WHAT YOU ARE ASKED TO DO = Write out the data again in full, exactly as it reads.

MATERIAL PROVIDED =

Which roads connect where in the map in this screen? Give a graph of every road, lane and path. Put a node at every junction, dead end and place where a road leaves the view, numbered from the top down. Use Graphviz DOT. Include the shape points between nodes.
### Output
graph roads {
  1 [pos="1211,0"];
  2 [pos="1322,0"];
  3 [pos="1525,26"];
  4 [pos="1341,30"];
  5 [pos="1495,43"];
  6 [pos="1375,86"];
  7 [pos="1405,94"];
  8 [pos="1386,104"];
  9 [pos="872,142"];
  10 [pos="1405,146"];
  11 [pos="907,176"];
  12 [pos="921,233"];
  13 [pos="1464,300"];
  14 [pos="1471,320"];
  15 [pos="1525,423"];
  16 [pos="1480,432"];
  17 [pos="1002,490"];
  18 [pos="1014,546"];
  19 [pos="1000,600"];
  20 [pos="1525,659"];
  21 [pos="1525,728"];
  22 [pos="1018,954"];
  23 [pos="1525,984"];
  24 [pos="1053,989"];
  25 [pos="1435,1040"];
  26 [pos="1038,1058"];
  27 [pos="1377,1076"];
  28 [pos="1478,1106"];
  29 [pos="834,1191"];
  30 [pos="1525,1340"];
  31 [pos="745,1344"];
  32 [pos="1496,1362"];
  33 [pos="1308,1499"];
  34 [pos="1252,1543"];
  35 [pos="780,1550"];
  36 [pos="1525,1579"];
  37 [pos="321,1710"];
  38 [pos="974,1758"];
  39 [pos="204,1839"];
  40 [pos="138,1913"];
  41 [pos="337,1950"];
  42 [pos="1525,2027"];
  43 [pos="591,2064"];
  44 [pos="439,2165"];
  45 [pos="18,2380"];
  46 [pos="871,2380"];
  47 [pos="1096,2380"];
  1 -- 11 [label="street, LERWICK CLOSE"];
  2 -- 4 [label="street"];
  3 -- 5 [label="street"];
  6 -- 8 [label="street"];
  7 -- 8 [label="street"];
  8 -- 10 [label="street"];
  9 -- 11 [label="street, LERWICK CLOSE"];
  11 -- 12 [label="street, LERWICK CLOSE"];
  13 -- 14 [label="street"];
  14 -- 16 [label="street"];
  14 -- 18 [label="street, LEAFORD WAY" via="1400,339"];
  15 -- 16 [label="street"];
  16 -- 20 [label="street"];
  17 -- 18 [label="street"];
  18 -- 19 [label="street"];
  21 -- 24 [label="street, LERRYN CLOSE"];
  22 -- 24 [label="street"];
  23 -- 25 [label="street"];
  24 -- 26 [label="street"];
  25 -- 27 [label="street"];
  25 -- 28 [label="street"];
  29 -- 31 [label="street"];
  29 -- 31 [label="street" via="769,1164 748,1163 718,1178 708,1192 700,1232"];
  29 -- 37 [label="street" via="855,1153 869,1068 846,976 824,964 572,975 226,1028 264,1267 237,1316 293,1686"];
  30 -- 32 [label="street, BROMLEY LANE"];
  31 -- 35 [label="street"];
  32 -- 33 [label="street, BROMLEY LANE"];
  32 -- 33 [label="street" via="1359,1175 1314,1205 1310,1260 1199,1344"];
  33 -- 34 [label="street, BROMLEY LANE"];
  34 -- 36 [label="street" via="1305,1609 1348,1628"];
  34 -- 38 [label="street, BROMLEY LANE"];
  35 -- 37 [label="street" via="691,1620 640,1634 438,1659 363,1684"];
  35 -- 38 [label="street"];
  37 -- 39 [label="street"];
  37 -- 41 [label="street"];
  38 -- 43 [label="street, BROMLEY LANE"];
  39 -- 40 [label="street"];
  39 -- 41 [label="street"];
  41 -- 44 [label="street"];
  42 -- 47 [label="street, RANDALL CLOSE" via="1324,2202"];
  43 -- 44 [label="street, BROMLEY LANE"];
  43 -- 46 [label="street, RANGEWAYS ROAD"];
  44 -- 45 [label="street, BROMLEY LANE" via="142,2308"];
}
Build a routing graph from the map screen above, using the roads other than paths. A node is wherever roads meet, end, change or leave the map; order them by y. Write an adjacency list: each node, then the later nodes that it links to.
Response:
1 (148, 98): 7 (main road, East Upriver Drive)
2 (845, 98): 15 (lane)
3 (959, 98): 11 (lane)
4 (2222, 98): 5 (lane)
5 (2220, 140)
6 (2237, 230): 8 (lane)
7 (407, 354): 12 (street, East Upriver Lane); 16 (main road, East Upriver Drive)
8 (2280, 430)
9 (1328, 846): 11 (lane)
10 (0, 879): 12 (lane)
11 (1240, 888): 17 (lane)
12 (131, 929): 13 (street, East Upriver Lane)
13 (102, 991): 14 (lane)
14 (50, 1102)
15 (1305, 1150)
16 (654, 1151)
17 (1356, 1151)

RESPONSE AREA =
Which roads connect where in the map in this screen? Give a graph of every road, lane and path. Put a node at every junction, dead end and place where a road leaves the view, numbered from the top down. Use Graphviz DOT. Include the shape points between nodes.
### Output
graph roads {
  1 [pos="1211,0"];
  2 [pos="1322,0"];
  3 [pos="1525,26"];
  4 [pos="1341,30"];
  5 [pos="1495,43"];
  6 [pos="1375,86"];
  7 [pos="1405,94"];
  8 [pos="1386,104"];
  9 [pos="872,142"];
  10 [pos="1405,146"];
  11 [pos="907,176"];
  12 [pos="921,233"];
  13 [pos="1464,300"];
  14 [pos="1471,320"];
  15 [pos="1525,423"];
  16 [pos="1480,432"];
  17 [pos="1002,490"];
  18 [pos="1014,546"];
  19 [pos="1000,600"];
  20 [pos="1525,659"];
  21 [pos="1525,728"];
  22 [pos="1018,954"];
  23 [pos="1525,984"];
  24 [pos="1053,989"];
  25 [pos="1435,1040"];
  26 [pos="1038,1058"];
  27 [pos="1377,1076"];
  28 [pos="1478,1106"];
  29 [pos="834,1191"];
  30 [pos="1525,1340"];
  31 [pos="745,1344"];
  32 [pos="1496,1362"];
  33 [pos="1308,1499"];
  34 [pos="1252,1543"];
  35 [pos="780,1550"];
  36 [pos="1525,1579"];
  37 [pos="321,1710"];
  38 [pos="974,1758"];
  39 [pos="204,1839"];
  40 [pos="138,1913"];
  41 [pos="337,1950"];
  42 [pos="1525,2027"];
  43 [pos="591,2064"];
  44 [pos="439,2165"];
  45 [pos="18,2380"];
  46 [pos="871,2380"];
  47 [pos="1096,2380"];
  1 -- 11 [label="street, LERWICK CLOSE"];
  2 -- 4 [label="street"];
  3 -- 5 [label="street"];
  6 -- 8 [label="street"];
  7 -- 8 [label="street"];
  8 -- 10 [label="street"];
  9 -- 11 [label="street, LERWICK CLOSE"];
  11 -- 12 [label="street, LERWICK CLOSE"];
  13 -- 14 [label="street"];
  14 -- 16 [label="street"];
  14 -- 18 [label="street, LEAFORD WAY" via="1400,339"];
  15 -- 16 [label="street"];
  16 -- 20 [label="street"];
  17 -- 18 [label="street"];
  18 -- 19 [label="street"];
  21 -- 24 [label="street, LERRYN CLOSE"];
  22 -- 24 [label="street"];
  23 -- 25 [label="street"];
  24 -- 26 [label="street"];
  25 -- 27 [label="street"];
  25 -- 28 [label="street"];
  29 -- 31 [label="street"];
  29 -- 31 [label="street" via="769,1164 748,1163 718,1178 708,1192 700,1232"];
  29 -- 37 [label="street" via="855,1153 869,1068 846,976 824,964 572,975 226,1028 264,1267 237,1316 293,1686"];
  30 -- 32 [label="street, BROMLEY LANE"];
  31 -- 35 [label="street"];
  32 -- 33 [label="street, BROMLEY LANE"];
  32 -- 33 [label="street" via="1359,1175 1314,1205 1310,1260 1199,1344"];
  33 -- 34 [label="street, BROMLEY LANE"];
  34 -- 36 [label="street" via="1305,1609 1348,1628"];
  34 -- 38 [label="street, BROMLEY LANE"];
  35 -- 37 [label="street" via="691,1620 640,1634 438,1659 363,1684"];
  35 -- 38 [label="street"];
  37 -- 39 [label="street"];
  37 -- 41 [label="street"];
  38 -- 43 [label="street, BROMLEY LANE"];
  39 -- 40 [label="street"];
  39 -- 41 [label="street"];
  41 -- 44 [label="street"];
  42 -- 47 [label="street, RANDALL CLOSE" via="1324,2202"];
  43 -- 44 [label="street, BROMLEY LANE"];
  43 -- 46 [label="street, RANGEWAYS ROAD"];
  44 -- 45 [label="street, BROMLEY LANE" via="142,2308"];
}
Build a routing graph from the map screen above, using the roads other than paths. A node is wherever roads meet, end, change or leave the map; order them by y. Write an adjacency list: each node, then the later nodes that it links to.
Response:
1 (148, 98): 7 (main road, East Upriver Drive)
2 (845, 98): 15 (lane)
3 (959, 98): 11 (lane)
4 (2222, 98): 5 (lane)
5 (2220, 140)
6 (2237, 230): 8 (lane)
7 (407, 354): 12 (street, East Upriver Lane); 16 (main road, East Upriver Drive)
8 (2280, 430)
9 (1328, 846): 11 (lane)
10 (0, 879): 12 (lane)
11 (1240, 888): 17 (lane)
12 (131, 929): 13 (street, East Upriver Lane)
13 (102, 991): 14 (lane)
14 (50, 1102)
15 (1305, 1150)
16 (654, 1151)
17 (1356, 1151)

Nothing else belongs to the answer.